Irish writer Rooney has made a trans-Atlantic splash since publishing her first novel, Conversations With Friends, in 2017. Her second has already won the Costa Novel Award, among other honors, since it was published in Ireland and Britain last year. In outline it's a simple story, but Rooney tells it with bravura intelligence, wit, and delicacy. Connell Waldron and Marianne Sheridan are classmates in the small Irish town of Carricklea, where his mother works for her family as a cleaner. It's 2011, after the financial crisis, which hovers around the edges of the book like a ghost. Connell is popular in school, good at soccer, and nice; Marianne is strange and friendless. They're the smartest kids in their class, and they forge an intimacy when Connell picks his mother up from Marianne's house.

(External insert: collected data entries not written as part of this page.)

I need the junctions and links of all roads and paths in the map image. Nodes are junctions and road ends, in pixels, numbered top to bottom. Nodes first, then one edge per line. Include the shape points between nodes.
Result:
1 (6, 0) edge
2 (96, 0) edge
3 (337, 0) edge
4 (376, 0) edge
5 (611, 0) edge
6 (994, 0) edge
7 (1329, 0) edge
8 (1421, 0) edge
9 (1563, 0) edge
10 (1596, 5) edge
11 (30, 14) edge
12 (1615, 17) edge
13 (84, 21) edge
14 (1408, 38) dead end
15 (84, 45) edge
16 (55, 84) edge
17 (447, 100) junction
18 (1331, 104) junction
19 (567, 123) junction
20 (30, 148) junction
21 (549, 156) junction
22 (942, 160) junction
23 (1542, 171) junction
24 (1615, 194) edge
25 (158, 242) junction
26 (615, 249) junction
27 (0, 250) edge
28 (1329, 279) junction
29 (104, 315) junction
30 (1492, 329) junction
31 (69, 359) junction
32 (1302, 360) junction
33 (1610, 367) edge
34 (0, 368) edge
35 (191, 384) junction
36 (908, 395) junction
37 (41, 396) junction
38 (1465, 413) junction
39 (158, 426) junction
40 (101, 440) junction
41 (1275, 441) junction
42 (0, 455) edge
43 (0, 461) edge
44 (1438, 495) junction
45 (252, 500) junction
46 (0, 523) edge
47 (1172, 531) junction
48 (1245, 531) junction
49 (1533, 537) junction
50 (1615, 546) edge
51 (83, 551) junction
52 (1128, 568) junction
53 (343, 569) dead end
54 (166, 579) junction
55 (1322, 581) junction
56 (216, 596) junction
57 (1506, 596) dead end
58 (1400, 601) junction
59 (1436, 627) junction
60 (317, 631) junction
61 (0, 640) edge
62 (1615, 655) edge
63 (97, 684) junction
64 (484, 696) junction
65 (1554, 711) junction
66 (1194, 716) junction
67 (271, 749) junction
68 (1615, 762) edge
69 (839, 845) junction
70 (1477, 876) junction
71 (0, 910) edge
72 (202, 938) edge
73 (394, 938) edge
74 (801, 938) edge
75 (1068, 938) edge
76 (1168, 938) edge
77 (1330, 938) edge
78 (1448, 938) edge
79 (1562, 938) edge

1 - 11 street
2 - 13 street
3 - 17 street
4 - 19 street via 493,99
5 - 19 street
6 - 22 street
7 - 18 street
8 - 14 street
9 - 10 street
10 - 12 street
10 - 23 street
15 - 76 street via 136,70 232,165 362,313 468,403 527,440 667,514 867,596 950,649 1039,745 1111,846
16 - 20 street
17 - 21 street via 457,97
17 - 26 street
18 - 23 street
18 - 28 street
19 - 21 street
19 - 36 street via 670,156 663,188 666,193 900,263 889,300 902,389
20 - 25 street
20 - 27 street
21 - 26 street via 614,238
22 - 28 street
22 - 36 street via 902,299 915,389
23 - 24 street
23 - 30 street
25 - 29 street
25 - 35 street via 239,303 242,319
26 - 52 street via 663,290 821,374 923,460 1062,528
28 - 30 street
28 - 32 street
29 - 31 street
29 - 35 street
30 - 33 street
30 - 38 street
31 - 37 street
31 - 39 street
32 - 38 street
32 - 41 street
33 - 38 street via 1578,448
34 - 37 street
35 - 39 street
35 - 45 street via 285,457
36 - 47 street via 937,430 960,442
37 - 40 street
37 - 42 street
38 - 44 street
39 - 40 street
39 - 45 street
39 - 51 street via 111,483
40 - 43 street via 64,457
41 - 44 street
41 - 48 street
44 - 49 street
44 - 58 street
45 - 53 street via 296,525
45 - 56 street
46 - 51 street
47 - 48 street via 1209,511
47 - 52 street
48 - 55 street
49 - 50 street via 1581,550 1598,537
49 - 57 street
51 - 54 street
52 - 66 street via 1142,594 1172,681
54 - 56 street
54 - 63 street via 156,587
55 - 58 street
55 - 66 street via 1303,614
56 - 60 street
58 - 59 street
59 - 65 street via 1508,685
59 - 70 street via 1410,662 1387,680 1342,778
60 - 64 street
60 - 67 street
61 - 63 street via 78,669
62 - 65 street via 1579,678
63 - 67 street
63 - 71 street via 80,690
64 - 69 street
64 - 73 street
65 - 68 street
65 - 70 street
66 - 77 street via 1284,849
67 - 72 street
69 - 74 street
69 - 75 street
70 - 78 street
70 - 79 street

Soon they're having sex, but Connell doesn't want anyone to know and Marianne doesn't mind; either she really doesn't care, or it's all she thinks she deserves. Or both. Though one time when she's forced into a social situation with some of their classmates, she briefly fantasizes about what would happen if she revealed their connection: "How much terrifying and bewildering status would accrue to her in this one moment, how destabilising it would be, how destructive." When they both move to Dublin for Trinity College, their positions are swapped: Marianne now seems electric and in-demand while Connell feels adrift in this unfamiliar environment. Rooney's genius lies in her ability to track her characters' subtle shifts in power, both within themselves and in relation to each other, and the ways they do and don't know each other; they both feel most like themselves when they're together, but they still have disastrous failures of communication. "Sorry about last night," Marianne says to Connell in February 2012. Then Rooney elaborates: "She tries to pronounce this in a way that communicates several things: apology, painful embarrassment, some additional pained embarrassment that serves to ironise and dilute the painful kind, a sense that she knows she will be forgiven or is already, a desire not to 'make a big deal.' " Then: "Forget about it, he says." Rooney precisely articulates everything that's going on below the surface; there's humor and insight here as well as the pleasure of getting to know two prickly, complicated people as they try to figure out who they are and who they want to become.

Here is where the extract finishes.